### WHAT IS NEEDED
Locate the word "Taggart" in the data below, then copy every line that holds it.
#### INPUT DATA ####
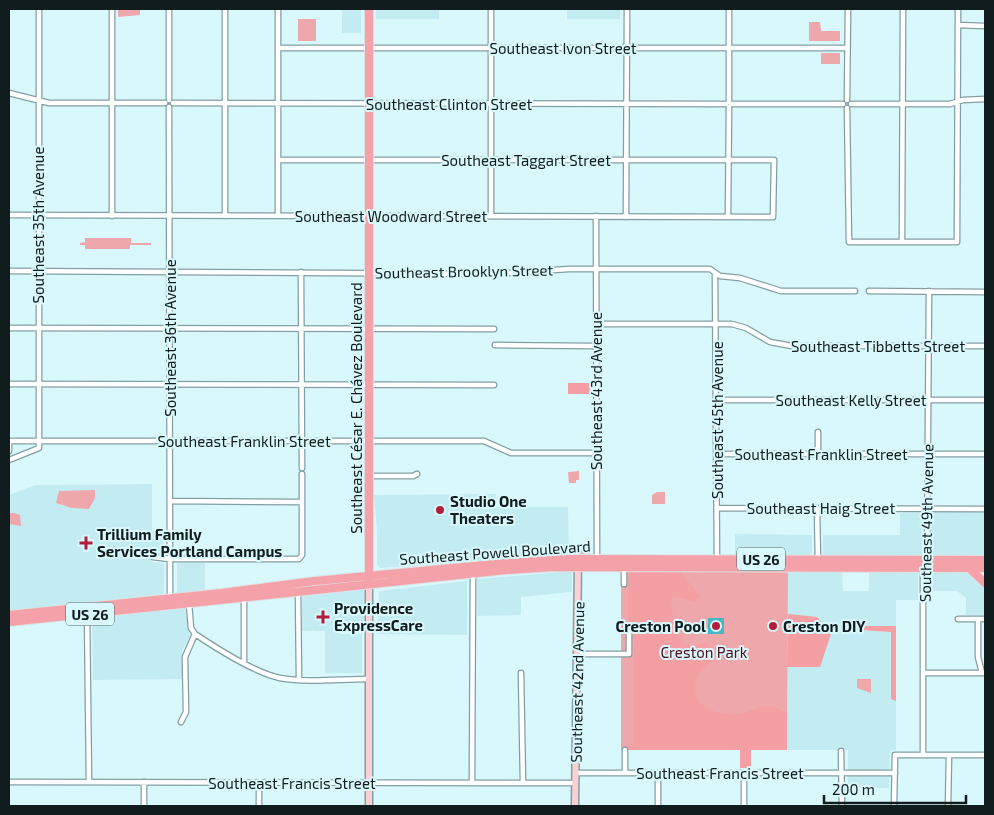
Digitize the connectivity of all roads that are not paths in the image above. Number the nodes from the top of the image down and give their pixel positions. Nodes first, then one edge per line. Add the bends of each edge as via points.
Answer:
1 (39, 9) edge
2 (112, 9) edge
3 (169, 9) edge
4 (225, 9) edge
5 (278, 9) edge
6 (369, 9) edge
7 (491, 9) edge
8 (627, 9) edge
9 (729, 9) edge
10 (848, 9) edge
11 (903, 9) edge
12 (958, 9) edge
13 (958, 25) junction
14 (985, 26) edge
15 (728, 47) junction
16 (278, 48) junction
17 (370, 48) junction
18 (491, 48) junction
19 (626, 48) junction
20 (847, 48) junction
21 (9, 93) edge
22 (985, 99) edge
23 (38, 101) junction
24 (957, 102) junction
25 (112, 103) junction
26 (169, 103) junction
27 (225, 103) junction
28 (370, 103) junction
29 (278, 104) junction
30 (491, 104) junction
31 (626, 104) junction
32 (729, 104) junction
33 (847, 104) junction
34 (903, 104) junction
35 (278, 160) junction
36 (369, 160) junction
37 (491, 160) junction
38 (626, 160) junction
39 (728, 160) junction
40 (9, 215) edge
41 (38, 215) junction
42 (112, 216) junction
43 (169, 216) junction
44 (224, 216) junction
45 (278, 216) junction
46 (370, 216) junction
47 (491, 216) junction
48 (596, 216) junction
49 (728, 216) junction
50 (626, 217) junction
51 (773, 217) joint
52 (902, 242) junction
53 (596, 269) junction
54 (9, 271) edge
55 (38, 271) junction
56 (169, 272) junction
57 (301, 272) junction
58 (369, 273) junction
59 (715, 273) junction
60 (855, 291) dead end
61 (870, 291) dead end
62 (928, 291) junction
63 (985, 292) edge
64 (716, 323) junction
65 (596, 324) junction
66 (9, 328) edge
67 (38, 328) junction
68 (169, 328) junction
69 (301, 328) junction
70 (369, 328) junction
71 (494, 329) dead end
72 (495, 345) dead end
73 (596, 346) junction
74 (928, 346) junction
75 (985, 346) edge
76 (9, 384) edge
77 (39, 384) junction
78 (170, 384) junction
79 (302, 385) junction
80 (369, 385) junction
81 (494, 385) dead end
82 (717, 400) junction
83 (928, 400) junction
84 (985, 400) edge
85 (818, 432) dead end
86 (9, 441) edge
87 (39, 441) junction
88 (170, 441) junction
89 (302, 441) junction
90 (369, 441) junction
91 (9, 451) edge
92 (597, 453) junction
93 (717, 454) junction
94 (818, 454) junction
95 (927, 454) junction
96 (985, 454) edge
97 (9, 460) edge
98 (302, 468) dead end
99 (302, 474) dead end
100 (417, 474) dead end
101 (369, 476) junction
102 (170, 502) junction
103 (302, 502) junction
104 (718, 508) junction
105 (817, 508) junction
106 (926, 508) junction
107 (985, 508) edge
108 (153, 557) dead end
109 (170, 559) junction
110 (985, 560) edge
111 (578, 562) junction
112 (597, 562) junction
113 (625, 562) junction
114 (717, 562) junction
115 (818, 563) junction
116 (925, 563) junction
117 (968, 567) junction
118 (985, 568) edge
119 (472, 570) junction
120 (369, 576) junction
121 (985, 583) edge
122 (624, 584) dead end
123 (369, 585) junction
124 (298, 592) junction
125 (244, 595) junction
126 (194, 596) junction
127 (170, 598) junction
128 (189, 604) junction
129 (160, 607) junction
130 (86, 610) junction
131 (9, 614) edge
132 (958, 618) dead end
133 (978, 618) junction
134 (985, 618) edge
135 (9, 622) edge
136 (629, 632) dead end
137 (195, 634) junction
138 (577, 654) junction
139 (244, 663) junction
140 (521, 673) dead end
141 (924, 673) junction
142 (984, 673) edge
143 (298, 679) junction
144 (368, 679) junction
145 (181, 722) dead end
146 (625, 750) dead end
147 (841, 751) dead end
148 (924, 755) junction
149 (949, 755) junction
150 (985, 755) edge
151 (575, 773) junction
152 (625, 773) junction
153 (658, 773) junction
154 (744, 773) junction
155 (842, 773) junction
156 (895, 773) junction
157 (9, 782) edge
158 (89, 782) junction
159 (144, 782) junction
160 (259, 783) junction
161 (369, 783) junction
162 (472, 783) junction
163 (523, 783) junction
164 (575, 784) junction
165 (144, 806) edge
166 (259, 806) edge
167 (369, 806) edge
168 (575, 806) edge
169 (658, 806) edge
170 (744, 806) edge
171 (842, 806) edge
172 (894, 806) edge
173 (948, 806) edge

1 - 23 street, Southeast 35th Avenue
2 - 25 street
3 - 26 street, Southeast 36th Avenue
4 - 27 street
5 - 16 street
6 - 17 main road, Southeast César E. Chávez Boulevard
7 - 18 street
8 - 19 street
9 - 15 street
10 - 20 street
11 - 34 street
12 - 13 street
13 - 14 street
13 - 24 street
15 - 19 street, Southeast Ivon Street
15 - 20 street, Southeast Ivon Street
15 - 32 street
16 - 17 street, Southeast Ivon Street
16 - 29 street
17 - 18 street, Southeast Ivon Street
17 - 28 main road, Southeast César E. Chávez Boulevard
18 - 19 street, Southeast Ivon Street
18 - 30 street
19 - 31 street
20 - 33 street
21 - 23 street, Southeast Clinton Street
22 - 24 street, Southeast Clinton Street
23 - 25 street, Southeast Clinton Street
23 - 41 street, Southeast 35th Avenue
24 - 34 street, Southeast Clinton Street
24 - 52 street via 957,242
25 - 26 street, Southeast Clinton Street
25 - 42 street
26 - 27 street, Southeast Clinton Street
26 - 43 street, Southeast 36th Avenue
27 - 29 street, Southeast Clinton Street
27 - 44 street
28 - 29 street, Southeast Clinton Street
28 - 30 street, Southeast Clinton Street
28 - 36 main road, Southeast César E. Chávez Boulevard
29 - 35 street
30 - 31 street, Southeast Clinton Street
30 - 37 street
31 - 32 street, Southeast Clinton Street
31 - 38 street
32 - 33 street, Southeast Clinton Street
32 - 39 street
33 - 34 street, Southeast Clinton Street
33 - 52 street via 849,242
34 - 52 street
35 - 36 street, Southeast Taggart Street
35 - 45 street
36 - 37 street, Southeast Taggart Street
36 - 46 main road, Southeast César E. Chávez Boulevard
37 - 38 street, Southeast Taggart Street
37 - 47 street
38 - 39 street, Southeast Taggart Street
38 - 50 street
39 - 49 street
39 - 51 street, Southeast Taggart Street via 774,160
40 - 41 street, Southeast Woodward Street
41 - 42 street, Southeast Woodward Street
41 - 55 street, Southeast 35th Avenue
42 - 43 street, Southeast Woodward Street
43 - 44 street, Southeast Woodward Street
43 - 56 street, Southeast 36th Avenue
44 - 45 street, Southeast Woodward Street
45 - 46 street, Southeast Woodward Street
46 - 47 street, Southeast Woodward Street
46 - 58 main road, Southeast César E. Chávez Boulevard
47 - 48 street, Southeast Woodward Street
48 - 50 street, Southeast Woodward Street
48 - 53 street, Southeast 43rd Avenue
49 - 50 street, Southeast Woodward Street
49 - 51 street, Southeast Woodward Street
53 - 58 street, Southeast Brooklyn Street via 493,274
53 - 59 street, Southeast Brooklyn Street via 710,269
53 - 65 street, Southeast 43rd Avenue
54 - 55 street, Southeast Brooklyn Street
55 - 56 street, Southeast Brooklyn Street
55 - 67 street, Southeast 35th Avenue
56 - 57 street, Southeast Brooklyn Street
56 - 68 street, Southeast 36th Avenue
57 - 58 street, Southeast Brooklyn Street
57 - 69 street
58 - 70 main road, Southeast César E. Chávez Boulevard
59 - 60 street, Southeast Brooklyn Street via 782,291
59 - 64 street, Southeast 45th Avenue
61 - 62 street
62 - 63 street
62 - 74 street, Southeast 49th Avenue
64 - 65 street, Southeast Tibbetts Street
64 - 74 street, Southeast Tibbetts Street via 738,325 780,345
64 - 82 street, Southeast 45th Avenue
65 - 73 street, Southeast 43rd Avenue
66 - 67 street
67 - 68 street
67 - 77 street, Southeast 35th Avenue
68 - 69 street
68 - 78 street, Southeast 36th Avenue
69 - 70 street
69 - 79 street
70 - 71 street
70 - 80 main road, Southeast César E. Chávez Boulevard
72 - 73 street
73 - 92 street, Southeast 43rd Avenue
74 - 75 street, Southeast Tibbetts Street
74 - 83 street, Southeast 49th Avenue
76 - 77 street
77 - 78 street
77 - 87 street, Southeast 35th Avenue
78 - 79 street
78 - 88 street, Southeast 36th Avenue
79 - 80 street
79 - 89 street
80 - 81 street
80 - 90 main road, Southeast César E. Chávez Boulevard
82 - 83 street, Southeast Kelly Street
82 - 93 street, Southeast 45th Avenue
83 - 84 street, Southeast Kelly Street
83 - 95 street, Southeast 49th Avenue
85 - 94 street
86 - 87 street, Southeast Franklin Street
86 - 91 street
87 - 88 street, Southeast Franklin Street
87 - 97 street via 39,448
88 - 89 street, Southeast Franklin Street
88 - 102 street, Southeast 36th Avenue
89 - 90 street, Southeast Franklin Street
89 - 98 street
90 - 92 street, Southeast Franklin Street via 484,441 511,453
90 - 101 main road, Southeast César E. Chávez Boulevard
92 - 112 street, Southeast 43rd Avenue
93 - 94 street, Southeast Franklin Street
93 - 104 street, Southeast 45th Avenue
94 - 95 street, Southeast Franklin Street
95 - 96 street, Southeast Franklin Street
95 - 106 street, Southeast 49th Avenue
99 - 103 street
100 - 101 street
101 - 120 main road, Southeast César E. Chávez Boulevard
102 - 103 street
102 - 109 street, Southeast 36th Avenue
103 - 109 street via 301,558
104 - 105 street, Southeast Haig Street
104 - 114 street, Southeast 45th Avenue
105 - 106 street, Southeast Haig Street
105 - 115 street
106 - 107 street, Southeast Haig Street
106 - 116 street, Southeast 49th Avenue
108 - 109 street
109 - 127 street, Southeast 36th Avenue
110 - 116 main road, Southeast Powell Boulevard / US 26
111 - 112 main road, Southeast Powell Boulevard / US 26
111 - 119 main road, Southeast Powell Boulevard / US 26
111 - 138 street, Southeast 42nd Avenue
112 - 113 main road, Southeast Powell Boulevard / US 26
113 - 114 main road, Southeast Powell Boulevard / US 26
113 - 122 street
114 - 115 main road, Southeast Powell Boulevard / US 26
115 - 116 main road, Southeast Powell Boulevard / US 26
116 - 117 main road, Southeast Powell Boulevard / US 26
116 - 141 street, Southeast 49th Avenue
117 - 118 main road, Southeast Powell Boulevard / US 26
117 - 121 main road
119 - 120 main road, Southeast Powell Boulevard / US 26
119 - 123 main road, Southeast Powell Boulevard / US 26
119 - 162 street
120 - 123 main road, Southeast César E. Chávez Boulevard
120 - 125 main road, Southeast Powell Boulevard / US 26 via 298,583
123 - 124 main road, Southeast Powell Boulevard / US 26
123 - 144 street, Southeast César E. Chávez Boulevard
124 - 125 main road, Southeast Powell Boulevard / US 26
124 - 143 street
125 - 126 main road, Southeast Powell Boulevard / US 26
125 - 128 main road, Southeast Powell Boulevard / US 26
125 - 139 street
126 - 127 main road, Southeast Powell Boulevard / US 26
126 - 128 main road
127 - 129 main road
127 - 130 main road, Southeast Powell Boulevard / US 26
128 - 129 main road, Southeast Powell Boulevard / US 26
128 - 137 street via 191,628
129 - 130 main road, Southeast Powell Boulevard / US 26
130 - 131 main road, Southeast Powell Boulevard / US 26
130 - 135 main road, Southeast Powell Boulevard / US 26
130 - 158 street
132 - 133 street
133 - 134 street
133 - 142 street via 978,657
136 - 138 street via 629,654
137 - 139 street
137 - 145 street via 185,657 186,712
138 - 151 street, Southeast 42nd Avenue
139 - 143 street via 273,676
140 - 163 street
141 - 142 street
141 - 148 street, Southeast 49th Avenue
143 - 144 street
144 - 161 street, Southeast César E. Chávez Boulevard
146 - 152 street
147 - 155 street
148 - 149 street
148 - 156 street via 895,755
149 - 150 street
149 - 173 street
151 - 152 street, Southeast Francis Street
151 - 164 street, Southeast 42nd Avenue
152 - 153 street, Southeast Francis Street
153 - 154 street, Southeast Francis Street
153 - 169 street
154 - 155 street, Southeast Francis Street
154 - 170 street
155 - 156 street, Southeast Francis Street
155 - 171 street
156 - 172 street
157 - 158 street, Southeast Francis Street
158 - 159 street, Southeast Francis Street
159 - 160 street, Southeast Francis Street
159 - 165 street
160 - 161 street, Southeast Francis Street
160 - 166 street
161 - 162 street, Southeast Francis Street
161 - 167 street, Southeast César E. Chávez Boulevard
162 - 163 street, Southeast Francis Street
163 - 164 street, Southeast Francis Street
164 - 168 street, Southeast 42nd Avenue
####
### ANSWER SECTION
35 - 36 street, Southeast Taggart Street
36 - 37 street, Southeast Taggart Street
37 - 38 street, Southeast Taggart Street
38 - 39 street, Southeast Taggart Street
39 - 51 street, Southeast Taggart Street via 774,160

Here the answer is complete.